/---
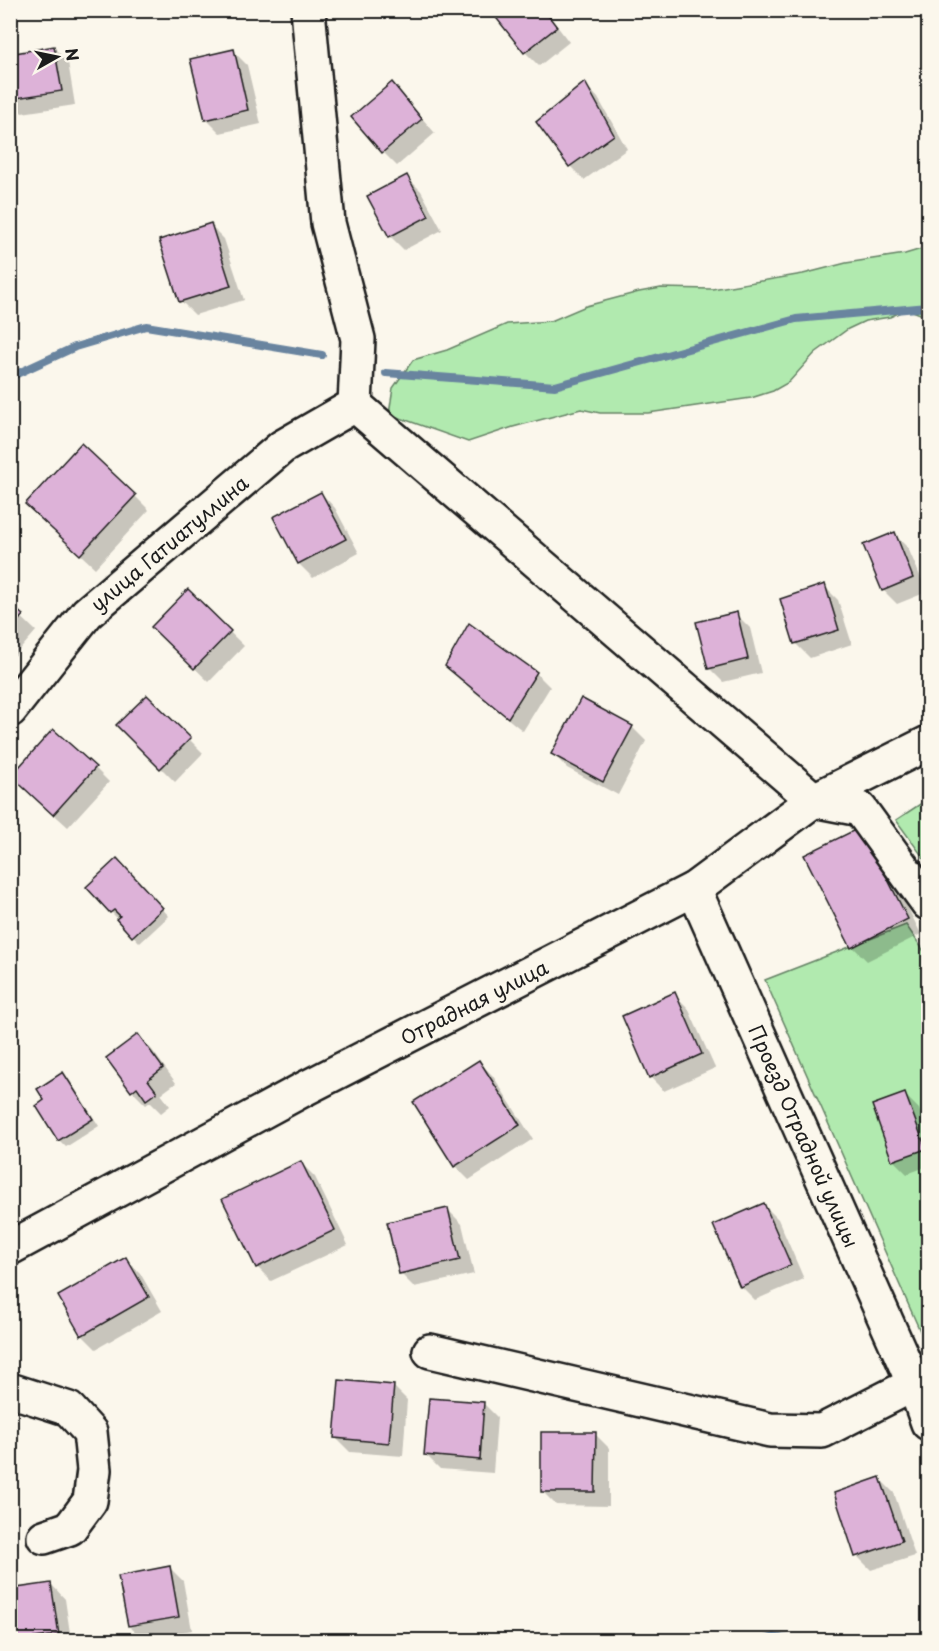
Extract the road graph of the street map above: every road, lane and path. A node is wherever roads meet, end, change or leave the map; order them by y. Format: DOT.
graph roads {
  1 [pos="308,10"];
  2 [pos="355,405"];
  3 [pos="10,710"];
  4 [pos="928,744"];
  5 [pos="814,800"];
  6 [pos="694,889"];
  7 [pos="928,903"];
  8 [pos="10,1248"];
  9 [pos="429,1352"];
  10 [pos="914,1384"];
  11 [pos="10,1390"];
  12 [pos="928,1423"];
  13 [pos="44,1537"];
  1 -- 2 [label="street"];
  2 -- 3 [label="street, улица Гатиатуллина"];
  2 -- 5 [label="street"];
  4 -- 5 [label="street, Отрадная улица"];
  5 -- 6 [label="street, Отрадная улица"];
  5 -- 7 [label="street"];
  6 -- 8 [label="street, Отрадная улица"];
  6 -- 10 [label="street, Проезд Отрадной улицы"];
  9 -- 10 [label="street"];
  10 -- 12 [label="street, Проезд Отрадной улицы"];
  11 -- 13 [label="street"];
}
\---
# What you are asked to do
Please write out all of the data verbatim, with no pictures in the copy.

# Task result
Extract the road graph of the street map above: every road, lane and path. A node is wherever roads meet, end, change or leave the map; order them by y. Format: DOT.
graph roads {
  1 [pos="308,10"];
  2 [pos="355,405"];
  3 [pos="10,710"];
  4 [pos="928,744"];
  5 [pos="814,800"];
  6 [pos="694,889"];
  7 [pos="928,903"];
  8 [pos="10,1248"];
  9 [pos="429,1352"];
  10 [pos="914,1384"];
  11 [pos="10,1390"];
  12 [pos="928,1423"];
  13 [pos="44,1537"];
  1 -- 2 [label="street"];
  2 -- 3 [label="street, улица Гатиатуллина"];
  2 -- 5 [label="street"];
  4 -- 5 [label="street, Отрадная улица"];
  5 -- 6 [label="street, Отрадная улица"];
  5 -- 7 [label="street"];
  6 -- 8 [label="street, Отрадная улица"];
  6 -- 10 [label="street, Проезд Отрадной улицы"];
  9 -- 10 [label="street"];
  10 -- 12 [label="street, Проезд Отрадной улицы"];
  11 -- 13 [label="street"];
}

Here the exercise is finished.